• **Task inputs**
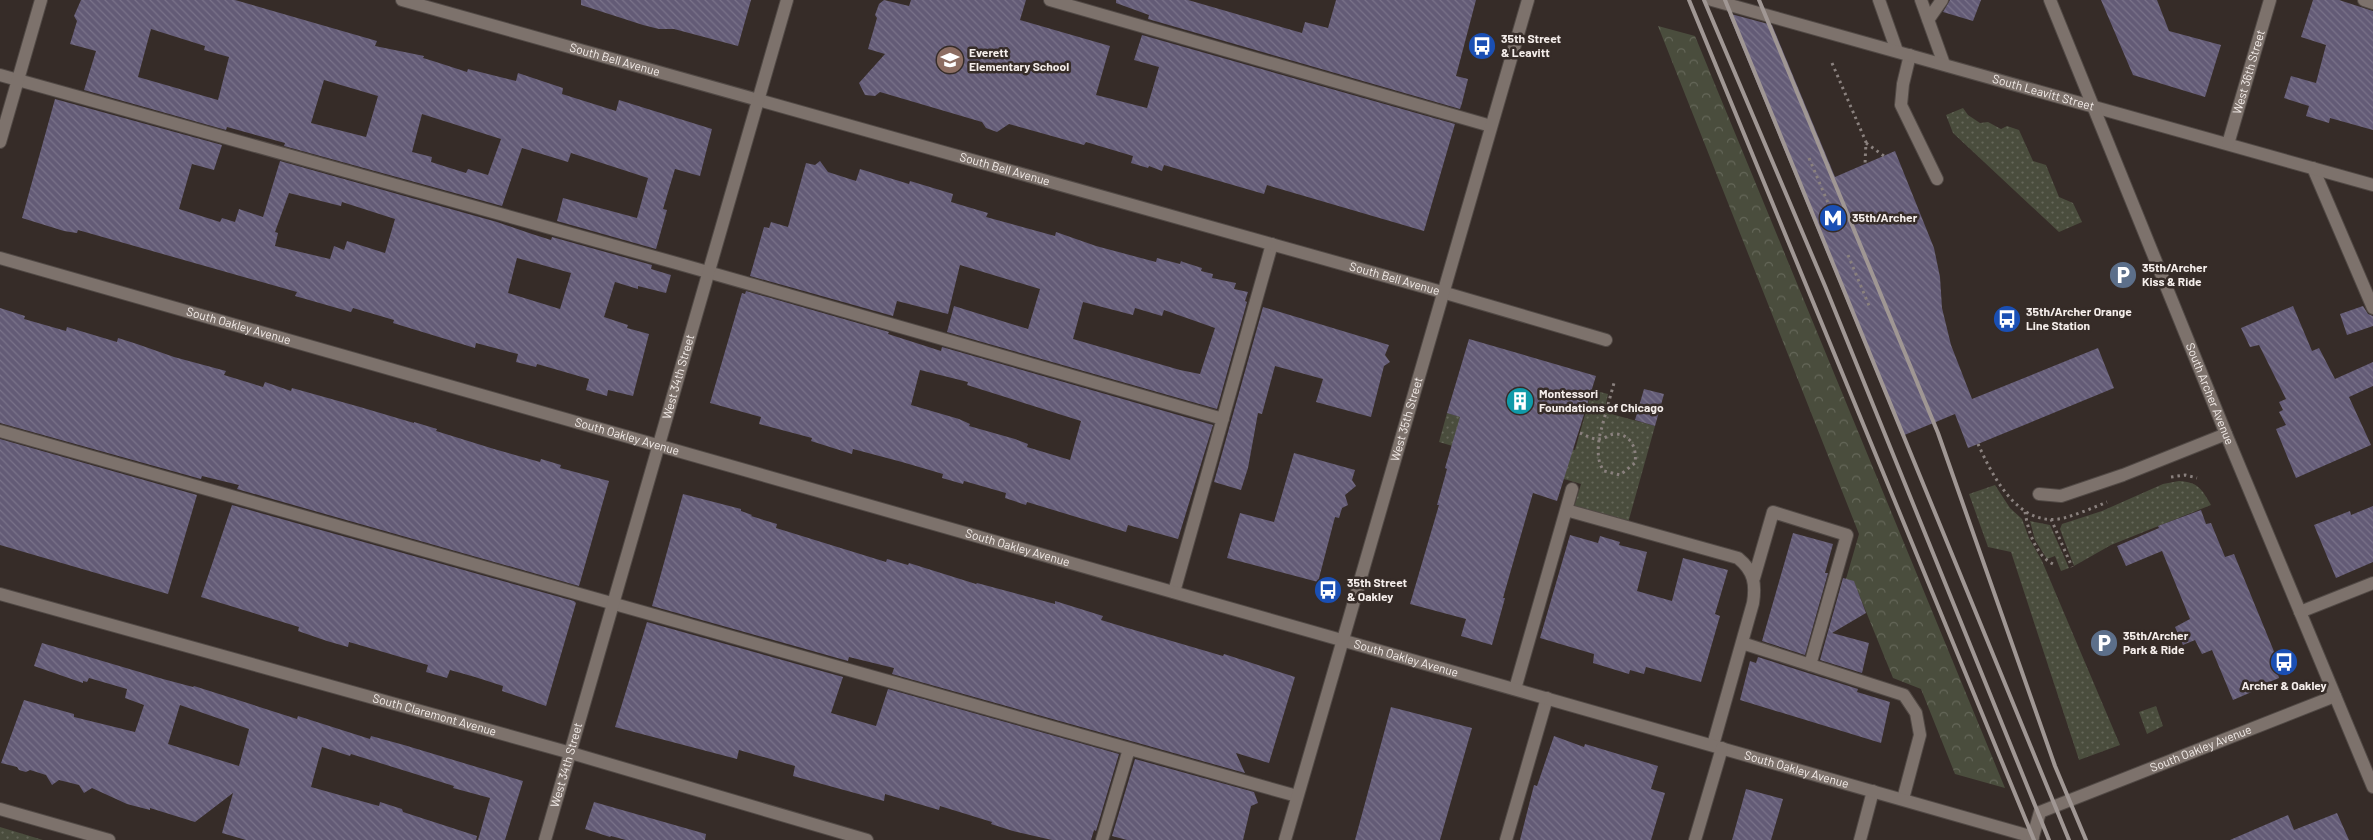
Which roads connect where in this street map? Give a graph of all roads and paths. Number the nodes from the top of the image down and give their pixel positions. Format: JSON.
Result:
{"nodes":[{"id":1,"x":40,"y":0,"type":"edge"},
{"id":2,"x":402,"y":0,"type":"edge"},
{"id":3,"x":787,"y":0,"type":"edge"},
{"id":4,"x":1050,"y":0,"type":"edge"},
{"id":5,"x":1528,"y":0,"type":"edge"},
{"id":6,"x":1712,"y":0,"type":"edge"},
{"id":7,"x":1878,"y":0,"type":"edge"},
{"id":8,"x":1921,"y":0,"type":"edge"},
{"id":9,"x":1942,"y":0,"type":"edge"},
{"id":10,"x":2050,"y":0,"type":"edge"},
{"id":11,"x":2270,"y":0,"type":"edge"},
{"id":12,"x":2364,"y":0,"type":"edge"},
{"id":13,"x":2373,"y":3,"type":"edge"},
{"id":14,"x":1928,"y":20,"type":"junction"},
{"id":15,"x":1903,"y":53,"type":"junction"},
{"id":16,"x":1832,"y":64,"type":"dead end"},
{"id":17,"x":1944,"y":64,"type":"junction"},
{"id":18,"x":0,"y":75,"type":"edge"},
{"id":19,"x":18,"y":80,"type":"junction"},
{"id":20,"x":758,"y":100,"type":"junction"},
{"id":21,"x":2092,"y":105,"type":"junction"},
{"id":22,"x":1491,"y":126,"type":"junction"},
{"id":23,"x":0,"y":142,"type":"edge"},
{"id":24,"x":1866,"y":142,"type":"junction"},
{"id":25,"x":2228,"y":144,"type":"junction"},
{"id":26,"x":1884,"y":156,"type":"dead end"},
{"id":27,"x":1809,"y":158,"type":"dead end"},
{"id":28,"x":1865,"y":164,"type":"dead end"},
{"id":29,"x":2313,"y":168,"type":"junction"},
{"id":30,"x":1937,"y":179,"type":"dead end"},
{"id":31,"x":2373,"y":185,"type":"edge"},
{"id":32,"x":1830,"y":210,"type":"dead end"},
{"id":33,"x":1272,"y":244,"type":"junction"},
{"id":34,"x":1848,"y":255,"type":"dead end"},
{"id":35,"x":0,"y":258,"type":"edge"},
{"id":36,"x":708,"y":272,"type":"junction"},
{"id":37,"x":1442,"y":292,"type":"junction"},
{"id":38,"x":1870,"y":308,"type":"dead end"},
{"id":39,"x":2373,"y":308,"type":"edge"},
{"id":40,"x":1606,"y":340,"type":"dead end"},
{"id":41,"x":1614,"y":383,"type":"dead end"},
{"id":42,"x":1223,"y":419,"type":"junction"},
{"id":43,"x":0,"y":431,"type":"edge"},
{"id":44,"x":1580,"y":433,"type":"dead end"},
{"id":45,"x":2226,"y":434,"type":"junction"},
{"id":46,"x":1599,"y":439,"type":"junction"},
{"id":47,"x":659,"y":446,"type":"junction"},
{"id":48,"x":1572,"y":489,"type":"dead end"},
{"id":49,"x":2039,"y":494,"type":"dead end"},
{"id":50,"x":1566,"y":510,"type":"junction"},
{"id":51,"x":2025,"y":511,"type":"dead end"},
{"id":52,"x":2050,"y":518,"type":"dead end"},
{"id":53,"x":2053,"y":564,"type":"dead end"},
{"id":54,"x":2072,"y":567,"type":"dead end"},
{"id":55,"x":1754,"y":578,"type":"junction"},
{"id":56,"x":2373,"y":583,"type":"edge"},
{"id":57,"x":1174,"y":592,"type":"junction"},
{"id":58,"x":0,"y":594,"type":"edge"},
{"id":59,"x":613,"y":604,"type":"junction"},
{"id":60,"x":2300,"y":612,"type":"junction"},
{"id":61,"x":1342,"y":640,"type":"junction"},
{"id":62,"x":1742,"y":643,"type":"junction"},
{"id":63,"x":1810,"y":665,"type":"junction"},
{"id":64,"x":1515,"y":689,"type":"junction"},
{"id":65,"x":2334,"y":696,"type":"junction"},
{"id":66,"x":1547,"y":698,"type":"junction"},
{"id":67,"x":1717,"y":747,"type":"junction"},
{"id":68,"x":1129,"y":749,"type":"junction"},
{"id":69,"x":570,"y":753,"type":"junction"},
{"id":70,"x":2373,"y":787,"type":"edge"},
{"id":71,"x":1873,"y":791,"type":"junction"},
{"id":72,"x":1297,"y":796,"type":"junction"},
{"id":73,"x":1903,"y":799,"type":"junction"},
{"id":74,"x":0,"y":809,"type":"edge"},
{"id":75,"x":2033,"y":838,"type":"edge"},
{"id":76,"x":109,"y":840,"type":"edge"},
{"id":77,"x":545,"y":840,"type":"edge"},
{"id":78,"x":867,"y":840,"type":"edge"},
{"id":79,"x":1102,"y":840,"type":"edge"},
{"id":80,"x":1285,"y":840,"type":"edge"},
{"id":81,"x":1506,"y":840,"type":"edge"},
{"id":82,"x":1696,"y":840,"type":"edge"},
{"id":83,"x":1860,"y":840,"type":"edge"}],
"edges":[{"from":1,"to":19,"type":"street"},
{"from":2,"to":20,"type":"street","name":"South Bell Avenue"},
{"from":3,"to":20,"type":"street","name":"West 34th Street"},
{"from":4,"to":22,"type":"street"},
{"from":5,"to":22,"type":"street","name":"West 35th Street"},
{"from":6,"to":15,"type":"street","name":"South Leavitt Street"},
{"from":7,"to":15,"type":"street"},
{"from":8,"to":14,"type":"street"},
{"from":9,"to":14,"type":"street"},
{"from":10,"to":21,"type":"street","name":"South Archer Avenue"},
{"from":11,"to":25,"type":"street","name":"West 36th Street"},
{"from":12,"to":13,"type":"street"},
{"from":14,"to":17,"type":"street"},
{"from":15,"to":17,"type":"street","name":"South Leavitt Street"},
{"from":15,"to":30,"type":"street"},
{"from":16,"to":24,"type":"path"},
{"from":17,"to":21,"type":"street","name":"South Leavitt Street"},
{"from":18,"to":19,"type":"street"},
{"from":19,"to":23,"type":"street"},
{"from":19,"to":36,"type":"street"},
{"from":20,"to":33,"type":"street","name":"South Bell Avenue"},
{"from":20,"to":36,"type":"street","name":"West 34th Street"},
{"from":21,"to":25,"type":"street","name":"South Leavitt Street"},
{"from":21,"to":45,"type":"street","name":"South Archer Avenue"},
{"from":22,"to":37,"type":"street","name":"West 35th Street"},
{"from":24,"to":26,"type":"path"},
{"from":24,"to":28,"type":"path"},
{"from":25,"to":29,"type":"street","name":"South Leavitt Street"},
{"from":27,"to":32,"type":"path"},
{"from":29,"to":31,"type":"street","name":"South Leavitt Street"},
{"from":29,"to":39,"type":"street"},
{"from":33,"to":37,"type":"street","name":"South Bell Avenue"},
{"from":33,"to":42,"type":"street"},
{"from":34,"to":38,"type":"path"},
{"from":35,"to":47,"type":"street","name":"South Oakley Avenue"},
{"from":36,"to":42,"type":"street"},
{"from":36,"to":47,"type":"street","name":"West 34th Street"},
{"from":37,"to":40,"type":"street","name":"South Bell Avenue"},
{"from":37,"to":61,"type":"street","name":"West 35th Street"},
{"from":41,"to":46,"type":"path"},
{"from":42,"to":57,"type":"street"},
{"from":43,"to":59,"type":"street"},
{"from":44,"to":46,"type":"path"},
{"from":45,"to":49,"type":"street"},
{"from":45,"to":60,"type":"street","name":"South Archer Avenue"},
{"from":46,"to":46,"type":"path"},
{"from":47,"to":57,"type":"street","name":"South Oakley Avenue"},
{"from":47,"to":59,"type":"street","name":"West 34th Street"},
{"from":48,"to":50,"type":"street"},
{"from":50,"to":55,"type":"street"},
{"from":50,"to":64,"type":"street"},
{"from":51,"to":53,"type":"path"},
{"from":52,"to":54,"type":"path"},
{"from":55,"to":62,"type":"street"},
{"from":55,"to":63,"type":"street"},
{"from":56,"to":60,"type":"street"},
{"from":57,"to":61,"type":"street","name":"South Oakley Avenue"},
{"from":58,"to":69,"type":"street","name":"South Claremont Avenue"},
{"from":59,"to":68,"type":"street"},
{"from":59,"to":69,"type":"street","name":"West 34th Street"},
{"from":60,"to":65,"type":"street","name":"South Archer Avenue"},
{"from":61,"to":64,"type":"street","name":"South Oakley Avenue"},
{"from":61,"to":72,"type":"street","name":"West 35th Street"},
{"from":62,"to":63,"type":"street"},
{"from":62,"to":67,"type":"street"},
{"from":63,"to":73,"type":"street"},
{"from":64,"to":66,"type":"street","name":"South Oakley Avenue"},
{"from":65,"to":70,"type":"street","name":"South Archer Avenue"},
{"from":65,"to":75,"type":"street","name":"South Oakley Avenue"},
{"from":66,"to":67,"type":"street","name":"South Oakley Avenue"},
{"from":66,"to":81,"type":"street"},
{"from":67,"to":71,"type":"street","name":"South Oakley Avenue"},
{"from":67,"to":82,"type":"street"},
{"from":68,"to":72,"type":"street"},
{"from":68,"to":79,"type":"street"},
{"from":69,"to":77,"type":"street","name":"West 34th Street"},
{"from":69,"to":78,"type":"street","name":"South Claremont Avenue"},
{"from":71,"to":73,"type":"street","name":"South Oakley Avenue"},
{"from":71,"to":83,"type":"street"},
{"from":72,"to":80,"type":"street","name":"West 35th Street"},
{"from":73,"to":75,"type":"street","name":"South Oakley Avenue"},
{"from":74,"to":76,"type":"street"}]}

• **Your goal**
Whichever lines of the material hold the word "nodes", find and copy them.

• **Output for this exercise**
Which roads connect where in this street map? Give a graph of all roads and paths. Number the nodes from the top of the image down and give their pixel positions. Format: JSON.
{"nodes":[{"id":1,"x":40,"y":0,"type":"edge"},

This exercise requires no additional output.